DATA PROVIDED Block Start

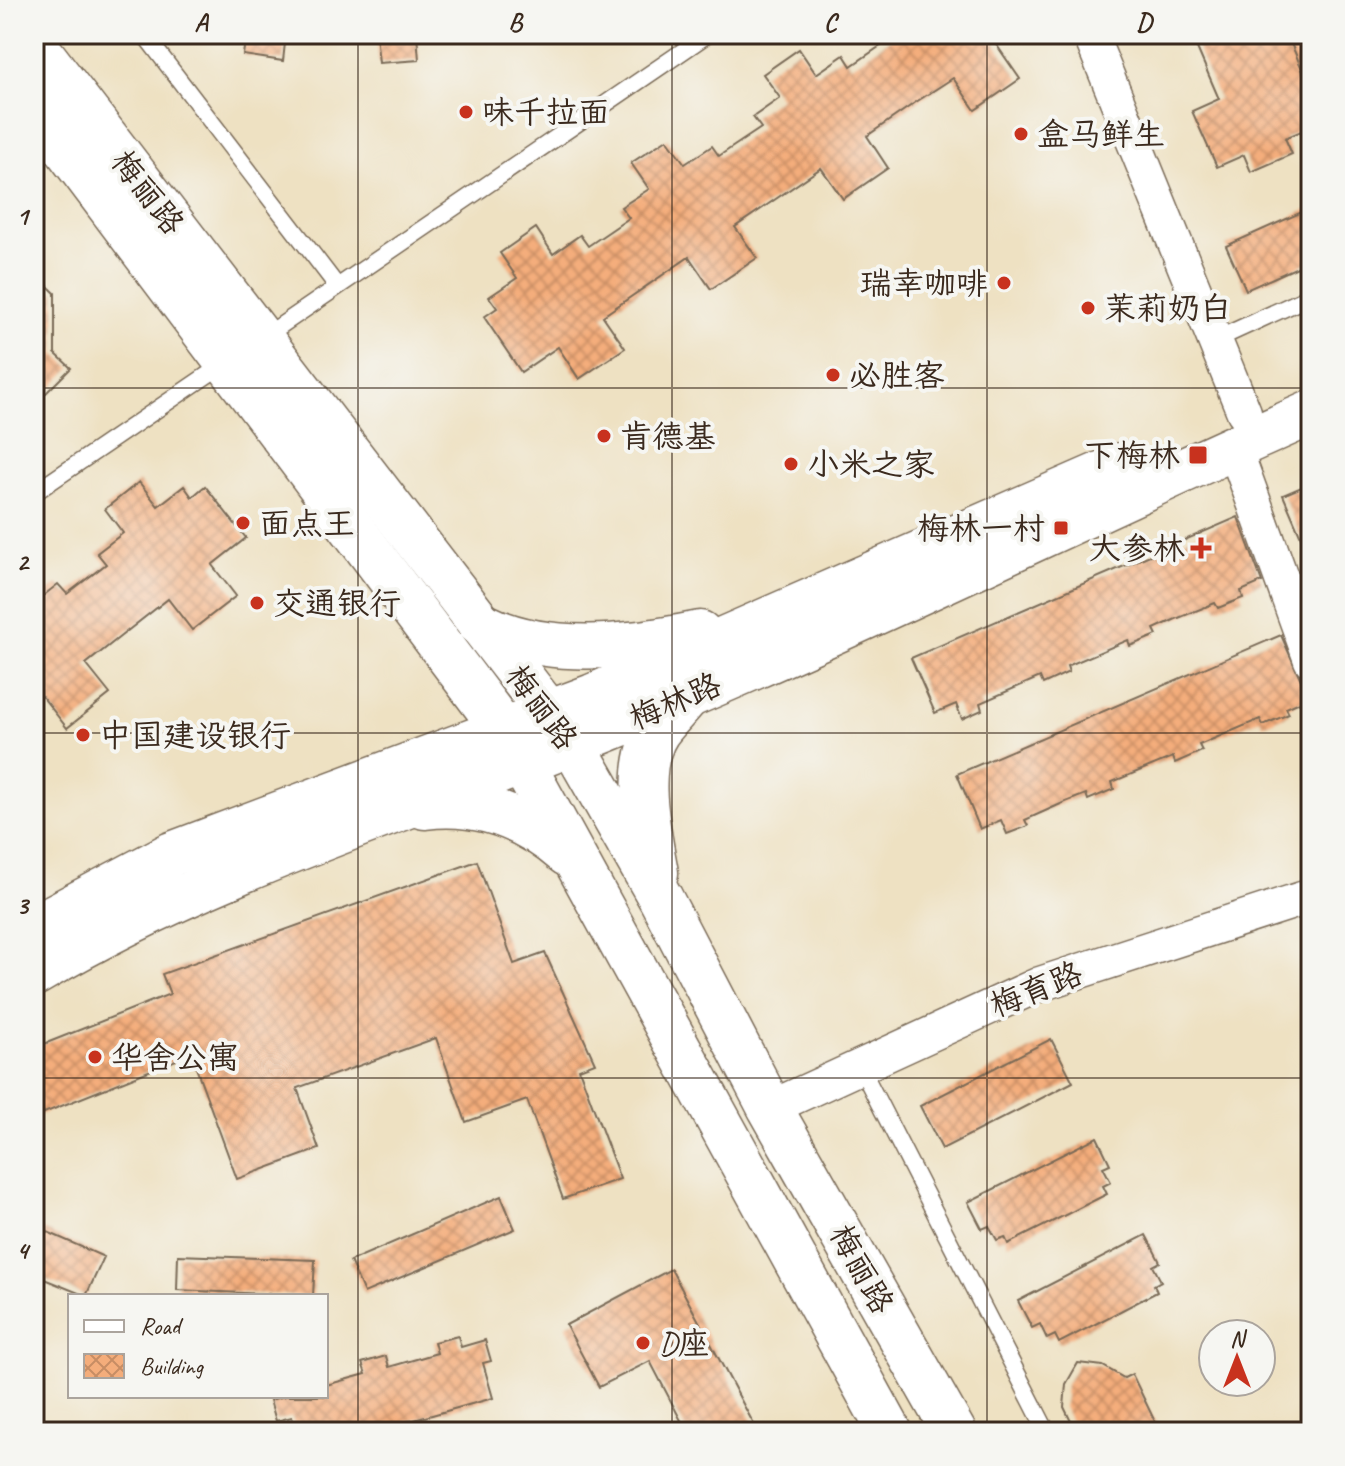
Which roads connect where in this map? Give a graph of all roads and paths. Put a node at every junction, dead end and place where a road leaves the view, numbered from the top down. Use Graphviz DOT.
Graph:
graph roads {
  1 [pos="144,34"];
  2 [pos="708,34"];
  3 [pos="1090,34"];
  4 [pos="34,44"];
  5 [pos="34,106"];
  6 [pos="337,286"];
  7 [pos="1311,296"];
  8 [pos="1215,340"];
  9 [pos="244,350"];
  10 [pos="1311,383"];
  11 [pos="1311,413"];
  12 [pos="1239,430"];
  13 [pos="34,493"];
  14 [pos="776,618"];
  15 [pos="480,624"];
  16 [pos="427,625"];
  17 [pos="1311,660"];
  18 [pos="687,697"];
  19 [pos="561,728"];
  20 [pos="513,746"];
  21 [pos="407,764"];
  22 [pos="376,818"];
  23 [pos="576,862"];
  24 [pos="1311,896"];
  25 [pos="661,899"];
  26 [pos="34,927"];
  27 [pos="34,974"];
  28 [pos="860,1066"];
  29 [pos="770,1108"];
  30 [pos="890,1432"];
  31 [pos="954,1432"];
  32 [pos="1047,1432"];
  1 -- 6 [label="lane"];
  2 -- 6 [label="lane"];
  3 -- 8 [label="street"];
  4 -- 9 [label="main road, 梅丽路"];
  5 -- 9 [label="main road, 梅丽路"];
  6 -- 9 [label="lane"];
  7 -- 8 [label="lane"];
  8 -- 12 [label="street"];
  9 -- 13 [label="lane"];
  9 -- 15 [label="main road, 梅丽路"];
  9 -- 16 [label="main road, 梅丽路"];
  10 -- 12 [label="main road, 梅林路"];
  11 -- 12 [label="main road, 梅林路"];
  12 -- 14 [label="main road, 梅林路"];
  12 -- 17 [label="street"];
  12 -- 18 [label="main road, 梅林路"];
  14 -- 15 [label="main road"];
  14 -- 19 [label="main road, 梅林路"];
  15 -- 19 [label="main road, 梅丽路"];
  16 -- 20 [label="main road, 梅丽路"];
  16 -- 21 [label="main road"];
  18 -- 19 [label="main road, 梅林路"];
  18 -- 25 [label="main road"];
  19 -- 20 [label="main road, 梅林路"];
  19 -- 25 [label="main road, 梅丽路"];
  20 -- 21 [label="main road, 梅林路"];
  20 -- 22 [label="main road, 梅林路"];
  20 -- 23 [label="main road, 梅丽路"];
  21 -- 26 [label="main road, 梅林路"];
  22 -- 23 [label="main road"];
  22 -- 27 [label="main road, 梅林路"];
  23 -- 30 [label="main road, 梅丽路"];
  24 -- 28 [label="street, 梅育路"];
  25 -- 29 [label="main road, 梅丽路"];
  28 -- 29 [label="street, 梅育路"];
  28 -- 32 [label="lane"];
  29 -- 31 [label="main road, 梅丽路"];
}
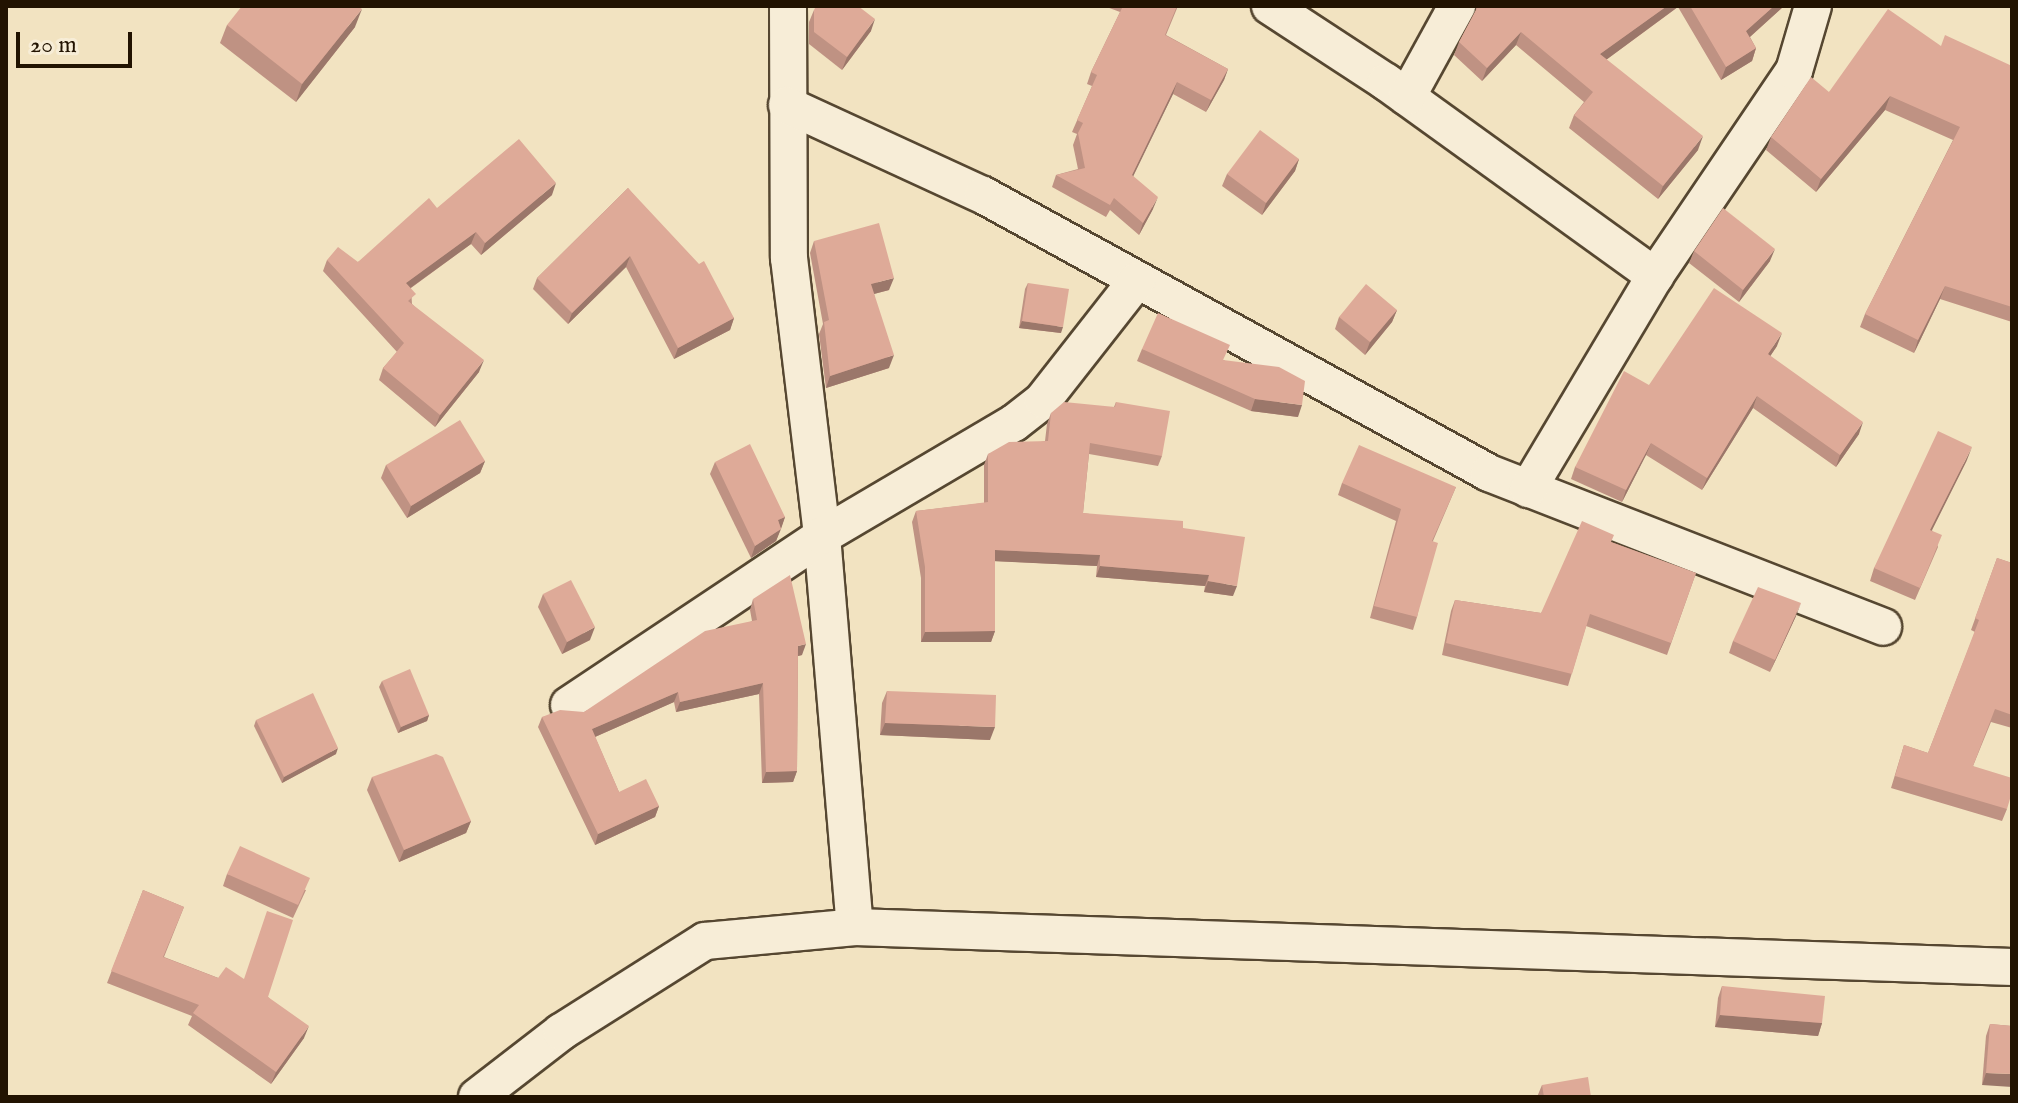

DATA PROVIDED Block End

Leave out the pictures and print each record exactly as it stands.

Which roads connect where in this map? Give a graph of all roads and paths. Put a node at every junction, dead end and place where a road leaves the view, numbered from the top down. Use Graphviz DOT.
Graph:
graph roads {
  1 [pos="144,34"];
  2 [pos="708,34"];
  3 [pos="1090,34"];
  4 [pos="34,44"];
  5 [pos="34,106"];
  6 [pos="337,286"];
  7 [pos="1311,296"];
  8 [pos="1215,340"];
  9 [pos="244,350"];
  10 [pos="1311,383"];
  11 [pos="1311,413"];
  12 [pos="1239,430"];
  13 [pos="34,493"];
  14 [pos="776,618"];
  15 [pos="480,624"];
  16 [pos="427,625"];
  17 [pos="1311,660"];
  18 [pos="687,697"];
  19 [pos="561,728"];
  20 [pos="513,746"];
  21 [pos="407,764"];
  22 [pos="376,818"];
  23 [pos="576,862"];
  24 [pos="1311,896"];
  25 [pos="661,899"];
  26 [pos="34,927"];
  27 [pos="34,974"];
  28 [pos="860,1066"];
  29 [pos="770,1108"];
  30 [pos="890,1432"];
  31 [pos="954,1432"];
  32 [pos="1047,1432"];
  1 -- 6 [label="lane"];
  2 -- 6 [label="lane"];
  3 -- 8 [label="street"];
  4 -- 9 [label="main road, 梅丽路"];
  5 -- 9 [label="main road, 梅丽路"];
  6 -- 9 [label="lane"];
  7 -- 8 [label="lane"];
  8 -- 12 [label="street"];
  9 -- 13 [label="lane"];
  9 -- 15 [label="main road, 梅丽路"];
  9 -- 16 [label="main road, 梅丽路"];
  10 -- 12 [label="main road, 梅林路"];
  11 -- 12 [label="main road, 梅林路"];
  12 -- 14 [label="main road, 梅林路"];
  12 -- 17 [label="street"];
  12 -- 18 [label="main road, 梅林路"];
  14 -- 15 [label="main road"];
  14 -- 19 [label="main road, 梅林路"];
  15 -- 19 [label="main road, 梅丽路"];
  16 -- 20 [label="main road, 梅丽路"];
  16 -- 21 [label="main road"];
  18 -- 19 [label="main road, 梅林路"];
  18 -- 25 [label="main road"];
  19 -- 20 [label="main road, 梅林路"];
  19 -- 25 [label="main road, 梅丽路"];
  20 -- 21 [label="main road, 梅林路"];
  20 -- 22 [label="main road, 梅林路"];
  20 -- 23 [label="main road, 梅丽路"];
  21 -- 26 [label="main road, 梅林路"];
  22 -- 23 [label="main road"];
  22 -- 27 [label="main road, 梅林路"];
  23 -- 30 [label="main road, 梅丽路"];
  24 -- 28 [label="street, 梅育路"];
  25 -- 29 [label="main road, 梅丽路"];
  28 -- 29 [label="street, 梅育路"];
  28 -- 32 [label="lane"];
  29 -- 31 [label="main road, 梅丽路"];
}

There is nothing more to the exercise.